6. The Company’s and Oncor’s Representations and Warranties and Covenants.

(a) Each of the Company and Oncor represent and warrant to the Stockholder that this Agreement has been duly authorized, executed and delivered by each of the Company and Oncor, respectively, and is enforceable against the Company and Oncor in accordance with its terms. Each of the Company and Oncor, represents and warrants to the Stockholder that the applicable Units issued by such entity, when issued and delivered in accordance with the terms hereof and the other agreements contemplated hereby, will be duly and validly issued, fully paid and nonassessable.
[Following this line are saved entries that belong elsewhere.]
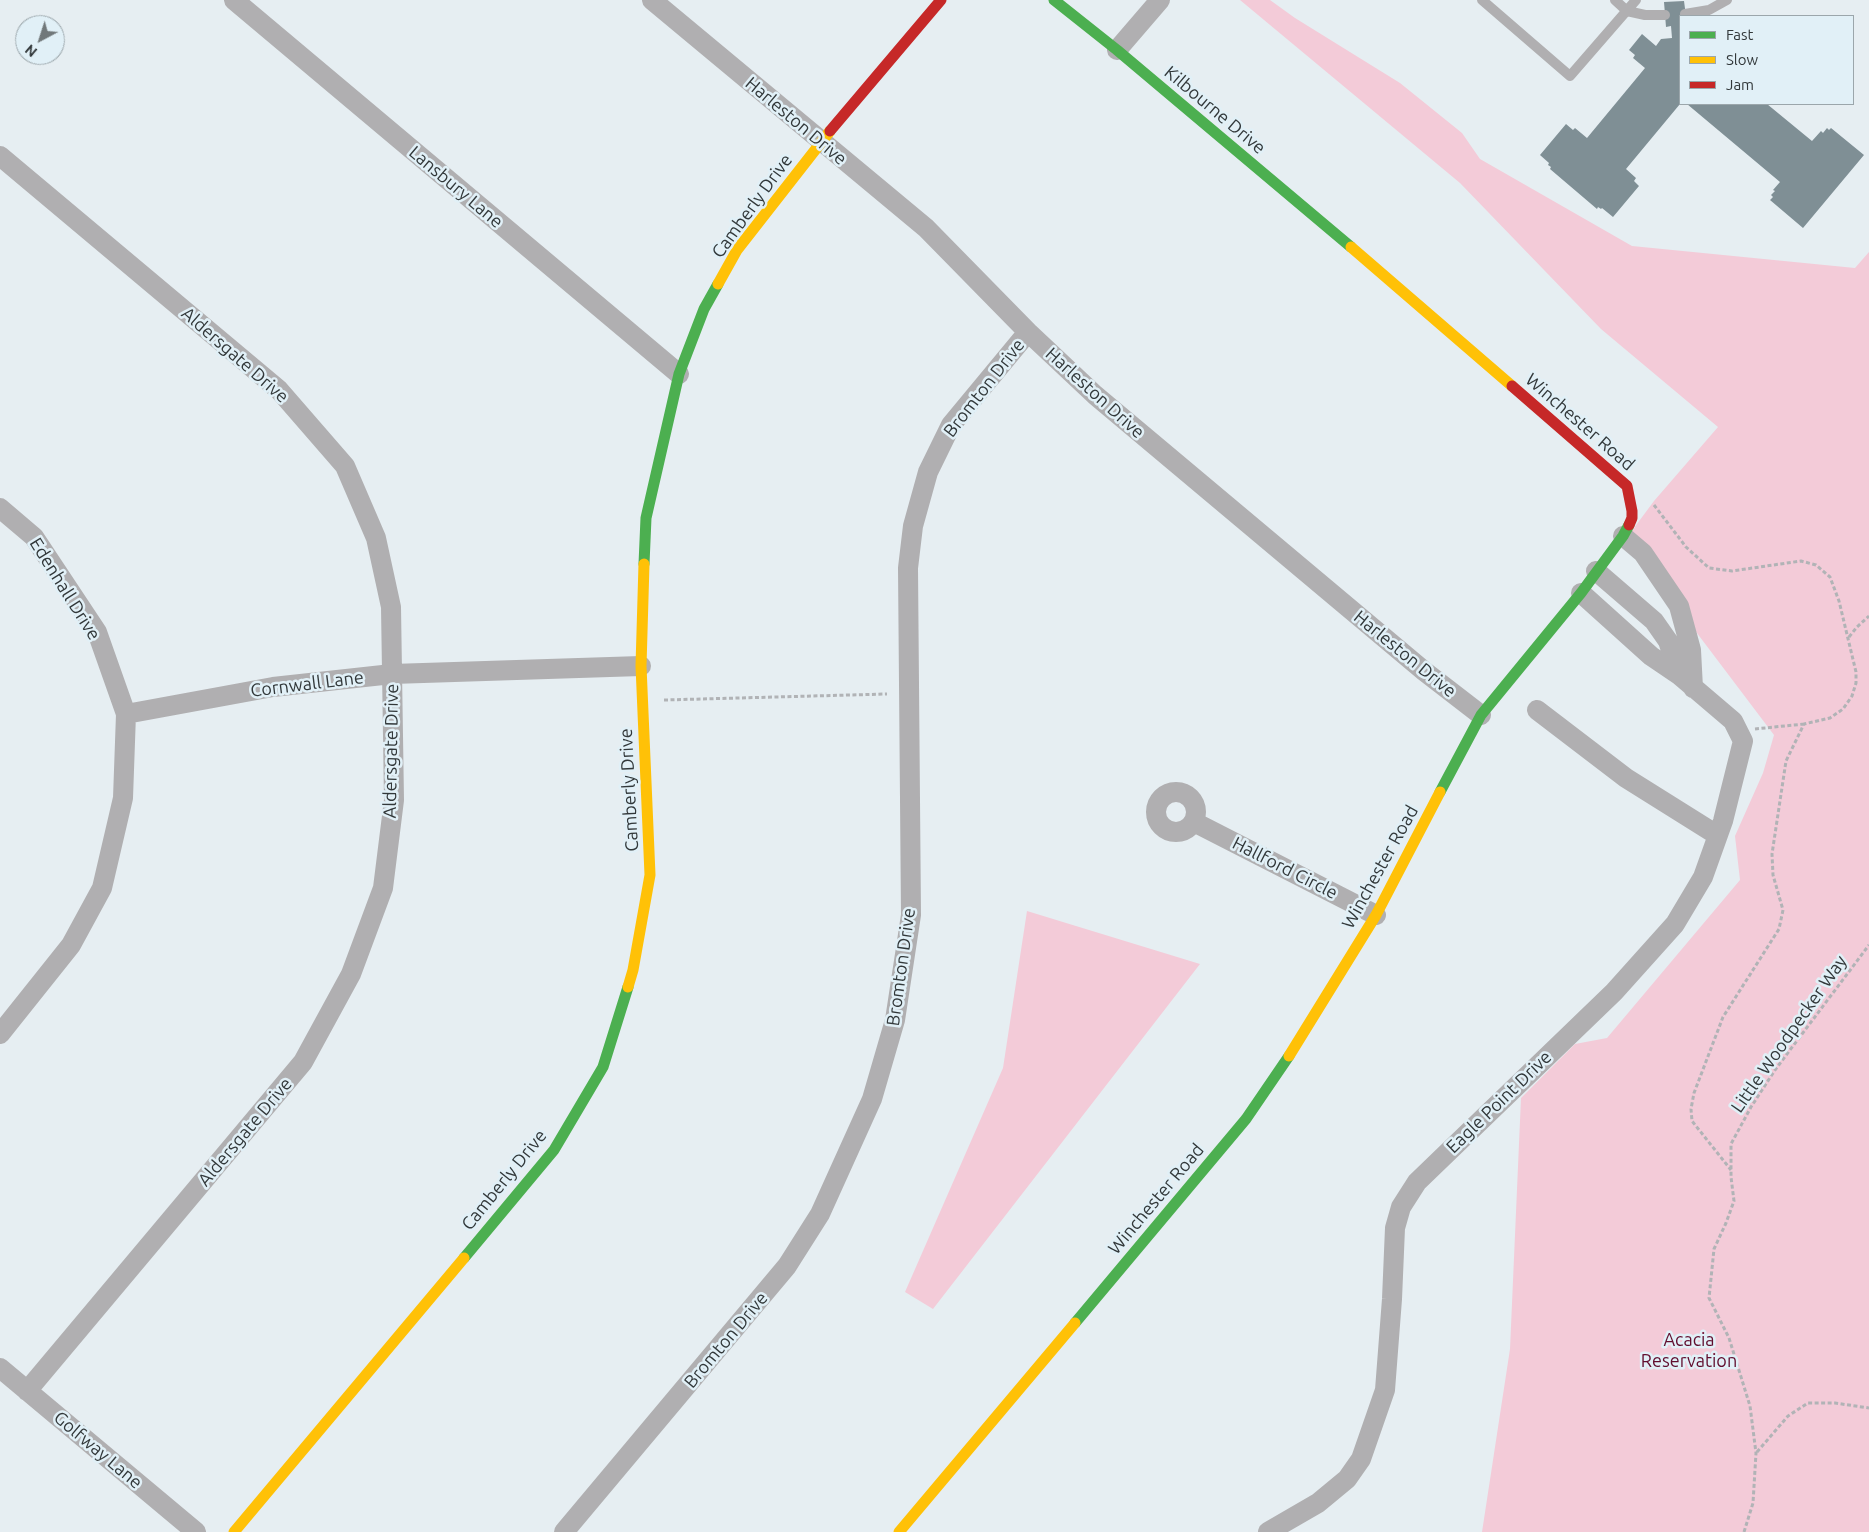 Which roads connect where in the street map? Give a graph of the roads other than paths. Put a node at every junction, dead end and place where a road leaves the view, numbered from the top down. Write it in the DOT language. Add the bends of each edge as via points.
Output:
graph roads {
  1 [pos="234,0"];
  2 [pos="652,0"];
  3 [pos="941,0"];
  4 [pos="1054,0"];
  5 [pos="1160,0"];
  6 [pos="1482,0"];
  7 [pos="1614,0"];
  8 [pos="1636,0"];
  9 [pos="1727,0"];
  10 [pos="1627,11"];
  11 [pos="1685,14"];
  12 [pos="1665,15"];
  13 [pos="1116,50"];
  14 [pos="822,142"];
  15 [pos="0,156"];
  16 [pos="1353,249"];
  17 [pos="1028,332"];
  18 [pos="679,374"];
  19 [pos="0,508"];
  20 [pos="1623,536"];
  21 [pos="1596,571"];
  22 [pos="1580,593"];
  23 [pos="641,666"];
  24 [pos="392,674"];
  25 [pos="1686,681"];
  26 [pos="1537,710"];
  27 [pos="126,714"];
  28 [pos="1481,715"];
  29 [pos="1194,822"];
  30 [pos="1718,836"];
  31 [pos="1376,915"];
  32 [pos="0,1034"];
  33 [pos="0,1368"];
  34 [pos="27,1391"];
  35 [pos="196,1532"];
  36 [pos="234,1532"];
  37 [pos="564,1532"];
  38 [pos="899,1532"];
  39 [pos="1268,1532"];
  1 -- 18 [label="street, Lansbury Lane"];
  2 -- 14 [label="street, Harleston Drive"];
  3 -- 14 [label="street, Camberly Drive"];
  4 -- 13 [label="street, Kilbourne Drive"];
  5 -- 13 [label="street"];
  6 -- 10 [label="lane" via="1570,76"];
  7 -- 10 [label="lane"];
  8 -- 10 [label="lane"];
  9 -- 11 [label="lane" via="1709,10"];
  10 -- 12 [label="lane"];
  13 -- 16 [label="street, Kilbourne Drive"];
  14 -- 17 [label="street, Harleston Drive" via="926,228"];
  14 -- 18 [label="street, Camberly Drive" via="737,250 704,309"];
  15 -- 24 [label="street, Aldersgate Drive" via="279,390 345,466 376,538 391,607"];
  16 -- 20 [label="street, Winchester Road" via="1627,486 1632,518"];
  17 -- 28 [label="street, Harleston Drive" via="1103,402"];
  17 -- 37 [label="street, Bromton Drive" via="951,425 928,472 913,526 908,568 911,915 895,1020 872,1099 820,1214 787,1266"];
  18 -- 23 [label="street, Camberly Drive" via="646,518"];
  19 -- 27 [label="street, Edenhall Drive" via="34,537 97,632"];
  20 -- 21 [label="street, Winchester Road"];
  20 -- 25 [label="street" via="1643,553 1678,606 1691,650"];
  21 -- 22 [label="street, Winchester Road"];
  21 -- 25 [label="street" via="1654,621 1668,641"];
  22 -- 25 [label="street"];
  22 -- 28 [label="street, Winchester Road"];
  23 -- 24 [label="street, Cornwall Lane"];
  23 -- 36 [label="street, Camberly Drive" via="650,876 634,970 603,1067 554,1150"];
  24 -- 27 [label="street, Cornwall Lane" via="273,687"];
  24 -- 34 [label="street, Aldersgate Drive" via="394,800 384,878 351,974 303,1062"];
  25 -- 30 [label="street, Eagle Point Drive" via="1733,721 1744,741"];
  26 -- 30 [label="street" via="1626,778"];
  27 -- 32 [label="street, Edenhall Drive" via="122,798 102,888 71,945"];
  28 -- 31 [label="street, Winchester Road"];
  29 -- 31 [label="street, Hallford Circle"];
  30 -- 39 [label="street, Eagle Point Drive" via="1703,877 1675,924 1630,976 1417,1182 1402,1206 1395,1228 1385,1390 1361,1460 1348,1479 1318,1503"];
  31 -- 38 [label="street, Winchester Road" via="1295,1047 1246,1119"];
  33 -- 34 [label="street, Golfway Lane"];
  34 -- 35 [label="street, Golfway Lane"];
}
(b) If the Company, Oncor or an IPO Vehicle becomes subject to the reporting requirements of Section 12 of the Exchange Act, the Company, Oncor or such IPO Vehicle, as applicable, will file the reports required to be filed by it under the Act and the Exchange Act and the rules and regulations adopted by the SEC thereunder, to the extent required from time to time to enable the Stockholder to sell the applicable Units, subject to compliance with the provisions hereof (including requirements of the Company, Oncor or such IPO Vehicle) without registration under the Exchange Act within the limitations of the exemptions provided by (A) Rule 144 under the Act, as such Rule may be amended from time to time, or (B) any similar rule or regulation hereafter adopted by the SEC. Notwithstanding anything contained in this Section 6(b), the Company, Oncor or such IPO Vehicle may de-register under Section 12 of the Exchange Act if it is then permitted to do so pursuant to the Exchange Act and the rules and regulations thereunder and, in such circumstances, shall not be required hereby to file any reports which may be necessary in order for Rule 144 or any similar rule or regulation under the Act to be available. Nothing in this Section 6(b) shall be deemed to limit in any manner the restrictions on Transfers of Units contained in this Agreement.
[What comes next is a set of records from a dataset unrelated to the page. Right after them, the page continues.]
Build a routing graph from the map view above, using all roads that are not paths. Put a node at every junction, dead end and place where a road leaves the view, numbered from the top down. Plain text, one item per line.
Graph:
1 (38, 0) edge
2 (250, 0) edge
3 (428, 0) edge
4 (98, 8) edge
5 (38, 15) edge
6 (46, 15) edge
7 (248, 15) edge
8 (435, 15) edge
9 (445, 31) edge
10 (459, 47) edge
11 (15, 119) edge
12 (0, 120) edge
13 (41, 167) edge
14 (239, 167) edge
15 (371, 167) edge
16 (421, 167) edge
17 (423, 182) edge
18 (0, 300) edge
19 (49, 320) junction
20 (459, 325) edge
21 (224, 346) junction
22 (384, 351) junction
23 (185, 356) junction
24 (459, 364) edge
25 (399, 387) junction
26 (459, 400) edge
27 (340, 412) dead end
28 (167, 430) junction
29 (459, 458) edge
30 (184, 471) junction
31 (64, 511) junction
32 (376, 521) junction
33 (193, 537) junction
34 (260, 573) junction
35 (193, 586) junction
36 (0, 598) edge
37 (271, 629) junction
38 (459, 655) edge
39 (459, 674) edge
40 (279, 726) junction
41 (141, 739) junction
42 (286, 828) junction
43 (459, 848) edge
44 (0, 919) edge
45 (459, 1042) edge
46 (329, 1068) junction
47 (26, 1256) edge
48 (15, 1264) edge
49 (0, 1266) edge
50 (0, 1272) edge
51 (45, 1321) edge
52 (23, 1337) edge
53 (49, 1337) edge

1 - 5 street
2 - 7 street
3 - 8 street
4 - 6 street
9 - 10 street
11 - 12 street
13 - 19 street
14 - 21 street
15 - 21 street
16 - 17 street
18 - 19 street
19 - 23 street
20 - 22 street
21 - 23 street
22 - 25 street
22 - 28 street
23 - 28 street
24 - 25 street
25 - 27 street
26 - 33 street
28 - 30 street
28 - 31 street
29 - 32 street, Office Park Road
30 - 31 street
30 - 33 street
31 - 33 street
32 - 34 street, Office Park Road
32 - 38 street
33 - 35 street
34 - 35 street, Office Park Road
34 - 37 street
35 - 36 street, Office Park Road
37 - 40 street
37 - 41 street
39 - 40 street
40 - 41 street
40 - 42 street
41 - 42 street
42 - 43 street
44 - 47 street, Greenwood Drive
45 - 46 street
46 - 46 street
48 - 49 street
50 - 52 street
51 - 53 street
7. Registered Sales. After an initial Public Offering, in the event of a sale of Units by EFH Corp. or any of its Subsidiaries (such Person(s), the “EFH Seller”) in a Public Offering such that, if the applicable Units were EFH Common Stock and the Stockholder were a party to the Registration Rights Agreement entered into by and among EFH Corp. and the Sponsor Group members party thereto (the “Registration Rights Agreement”), the Stockholder would be entitled to piggy-back registration rights, then the Company and Oncor shall release, subject to applicable law, from the transfer restrictions contained in Section 2(a) hereof a number of the applicable Units, held by the Stockholder equal to the number of the applicable Units then held by the Stockholder Entities, multiplied by a fraction, the numerator of which is the aggregate number of the applicable Units being registered and sold in such Public Offering by the EFH Seller and the denominator of which is the aggregate number of the applicable Units owned by EFH Corp. and its Subsidiaries.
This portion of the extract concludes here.